■ Exercise data ■
>>
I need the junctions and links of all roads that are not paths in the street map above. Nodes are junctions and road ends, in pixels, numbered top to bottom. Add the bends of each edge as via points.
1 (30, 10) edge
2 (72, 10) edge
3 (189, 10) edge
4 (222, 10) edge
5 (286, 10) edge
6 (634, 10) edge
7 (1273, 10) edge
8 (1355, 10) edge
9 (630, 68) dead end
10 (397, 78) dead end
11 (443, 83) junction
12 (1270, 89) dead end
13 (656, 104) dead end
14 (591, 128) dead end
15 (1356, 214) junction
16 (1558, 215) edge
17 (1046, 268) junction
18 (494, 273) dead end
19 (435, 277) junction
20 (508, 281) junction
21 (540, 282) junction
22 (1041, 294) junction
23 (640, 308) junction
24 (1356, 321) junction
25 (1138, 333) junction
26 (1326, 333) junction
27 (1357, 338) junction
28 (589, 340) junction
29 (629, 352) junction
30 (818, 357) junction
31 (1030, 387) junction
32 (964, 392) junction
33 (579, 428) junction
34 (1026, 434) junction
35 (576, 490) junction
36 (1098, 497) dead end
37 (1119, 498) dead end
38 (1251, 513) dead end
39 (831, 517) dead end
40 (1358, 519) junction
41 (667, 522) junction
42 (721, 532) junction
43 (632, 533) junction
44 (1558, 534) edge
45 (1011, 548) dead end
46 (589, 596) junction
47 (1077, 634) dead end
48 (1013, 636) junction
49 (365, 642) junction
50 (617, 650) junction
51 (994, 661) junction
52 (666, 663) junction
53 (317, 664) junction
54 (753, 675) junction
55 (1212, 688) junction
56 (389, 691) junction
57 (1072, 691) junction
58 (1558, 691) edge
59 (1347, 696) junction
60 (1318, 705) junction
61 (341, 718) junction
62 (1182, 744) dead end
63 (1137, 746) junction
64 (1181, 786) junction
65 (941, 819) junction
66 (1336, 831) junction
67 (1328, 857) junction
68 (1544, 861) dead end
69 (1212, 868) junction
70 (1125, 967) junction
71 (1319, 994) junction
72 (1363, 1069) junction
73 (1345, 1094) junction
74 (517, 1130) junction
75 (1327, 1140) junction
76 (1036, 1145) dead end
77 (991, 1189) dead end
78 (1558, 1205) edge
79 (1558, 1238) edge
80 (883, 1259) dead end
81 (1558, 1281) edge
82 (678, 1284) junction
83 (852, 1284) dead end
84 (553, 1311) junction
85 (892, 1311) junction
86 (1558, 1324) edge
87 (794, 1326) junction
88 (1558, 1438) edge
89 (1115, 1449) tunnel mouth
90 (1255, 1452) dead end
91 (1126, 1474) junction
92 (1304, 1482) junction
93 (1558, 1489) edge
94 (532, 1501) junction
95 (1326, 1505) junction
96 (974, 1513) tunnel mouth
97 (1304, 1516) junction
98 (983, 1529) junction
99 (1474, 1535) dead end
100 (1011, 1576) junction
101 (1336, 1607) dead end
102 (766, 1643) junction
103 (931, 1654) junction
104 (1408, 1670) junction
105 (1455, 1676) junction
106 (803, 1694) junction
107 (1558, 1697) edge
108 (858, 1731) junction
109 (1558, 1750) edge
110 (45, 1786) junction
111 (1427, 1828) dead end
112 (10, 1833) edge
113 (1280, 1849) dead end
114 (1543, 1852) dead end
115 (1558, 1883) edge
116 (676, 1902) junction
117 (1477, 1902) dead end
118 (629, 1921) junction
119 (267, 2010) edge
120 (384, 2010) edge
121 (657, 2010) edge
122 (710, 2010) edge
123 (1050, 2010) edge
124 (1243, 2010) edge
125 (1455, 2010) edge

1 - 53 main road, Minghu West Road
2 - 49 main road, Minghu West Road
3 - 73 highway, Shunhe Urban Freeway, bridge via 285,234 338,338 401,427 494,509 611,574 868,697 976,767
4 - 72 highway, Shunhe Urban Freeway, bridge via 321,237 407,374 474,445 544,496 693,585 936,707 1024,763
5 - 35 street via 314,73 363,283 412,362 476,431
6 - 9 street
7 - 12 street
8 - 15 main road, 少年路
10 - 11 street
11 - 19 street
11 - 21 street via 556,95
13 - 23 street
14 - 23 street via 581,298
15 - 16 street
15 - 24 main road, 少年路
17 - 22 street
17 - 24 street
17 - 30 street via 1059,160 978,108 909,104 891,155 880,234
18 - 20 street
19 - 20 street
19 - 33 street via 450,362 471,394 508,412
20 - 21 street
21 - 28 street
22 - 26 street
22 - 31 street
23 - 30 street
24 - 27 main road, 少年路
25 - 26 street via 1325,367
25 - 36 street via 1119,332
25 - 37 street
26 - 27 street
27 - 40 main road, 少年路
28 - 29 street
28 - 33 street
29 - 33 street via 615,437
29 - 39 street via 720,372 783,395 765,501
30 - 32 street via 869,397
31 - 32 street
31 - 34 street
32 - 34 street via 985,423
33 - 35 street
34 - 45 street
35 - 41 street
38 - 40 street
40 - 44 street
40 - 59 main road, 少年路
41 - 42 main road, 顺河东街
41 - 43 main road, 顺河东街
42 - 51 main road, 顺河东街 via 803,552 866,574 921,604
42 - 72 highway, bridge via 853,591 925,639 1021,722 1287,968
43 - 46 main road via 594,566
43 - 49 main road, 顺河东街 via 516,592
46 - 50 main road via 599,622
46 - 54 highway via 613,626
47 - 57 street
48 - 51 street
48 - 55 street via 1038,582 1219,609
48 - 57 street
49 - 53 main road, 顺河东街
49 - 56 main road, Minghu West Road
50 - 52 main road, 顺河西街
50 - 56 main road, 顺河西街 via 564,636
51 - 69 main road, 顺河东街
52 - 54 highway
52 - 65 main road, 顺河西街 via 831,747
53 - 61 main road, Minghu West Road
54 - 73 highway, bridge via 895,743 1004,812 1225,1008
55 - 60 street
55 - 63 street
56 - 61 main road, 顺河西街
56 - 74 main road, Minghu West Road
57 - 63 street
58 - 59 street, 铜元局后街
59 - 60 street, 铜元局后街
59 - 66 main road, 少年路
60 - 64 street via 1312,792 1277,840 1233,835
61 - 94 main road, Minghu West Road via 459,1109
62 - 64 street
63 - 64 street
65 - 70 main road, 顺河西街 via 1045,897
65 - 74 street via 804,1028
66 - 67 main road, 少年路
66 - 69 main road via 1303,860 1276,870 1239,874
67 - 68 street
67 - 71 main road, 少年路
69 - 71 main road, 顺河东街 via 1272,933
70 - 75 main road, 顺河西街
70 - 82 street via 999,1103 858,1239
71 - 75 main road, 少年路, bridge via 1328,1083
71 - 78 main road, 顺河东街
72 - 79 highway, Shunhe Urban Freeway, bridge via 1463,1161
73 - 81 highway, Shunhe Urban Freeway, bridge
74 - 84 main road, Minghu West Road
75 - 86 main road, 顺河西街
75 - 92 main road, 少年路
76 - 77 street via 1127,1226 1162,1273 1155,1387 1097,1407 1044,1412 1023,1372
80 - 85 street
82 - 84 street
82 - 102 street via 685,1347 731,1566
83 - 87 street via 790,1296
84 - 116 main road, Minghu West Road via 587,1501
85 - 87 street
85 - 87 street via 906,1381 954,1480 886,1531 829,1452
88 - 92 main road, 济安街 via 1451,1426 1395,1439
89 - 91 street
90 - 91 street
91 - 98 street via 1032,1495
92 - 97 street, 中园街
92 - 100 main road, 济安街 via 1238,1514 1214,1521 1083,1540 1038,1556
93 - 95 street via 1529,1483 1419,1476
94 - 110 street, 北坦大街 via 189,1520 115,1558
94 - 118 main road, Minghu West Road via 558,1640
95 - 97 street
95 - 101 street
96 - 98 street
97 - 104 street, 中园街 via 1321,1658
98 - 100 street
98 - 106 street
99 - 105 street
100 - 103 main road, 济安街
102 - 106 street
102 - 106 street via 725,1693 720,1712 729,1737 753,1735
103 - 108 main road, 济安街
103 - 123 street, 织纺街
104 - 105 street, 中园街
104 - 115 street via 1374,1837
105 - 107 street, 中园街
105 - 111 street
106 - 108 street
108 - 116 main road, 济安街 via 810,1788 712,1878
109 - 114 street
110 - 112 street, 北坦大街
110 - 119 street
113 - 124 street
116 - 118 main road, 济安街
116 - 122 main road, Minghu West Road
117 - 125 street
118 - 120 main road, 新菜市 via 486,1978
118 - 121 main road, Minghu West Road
<<
■ Exercise details ■
Search the records for the word "mouth" and copy every line where it occurs.

■ The completed task ■
89 (1115, 1449) tunnel mouth
96 (974, 1513) tunnel mouth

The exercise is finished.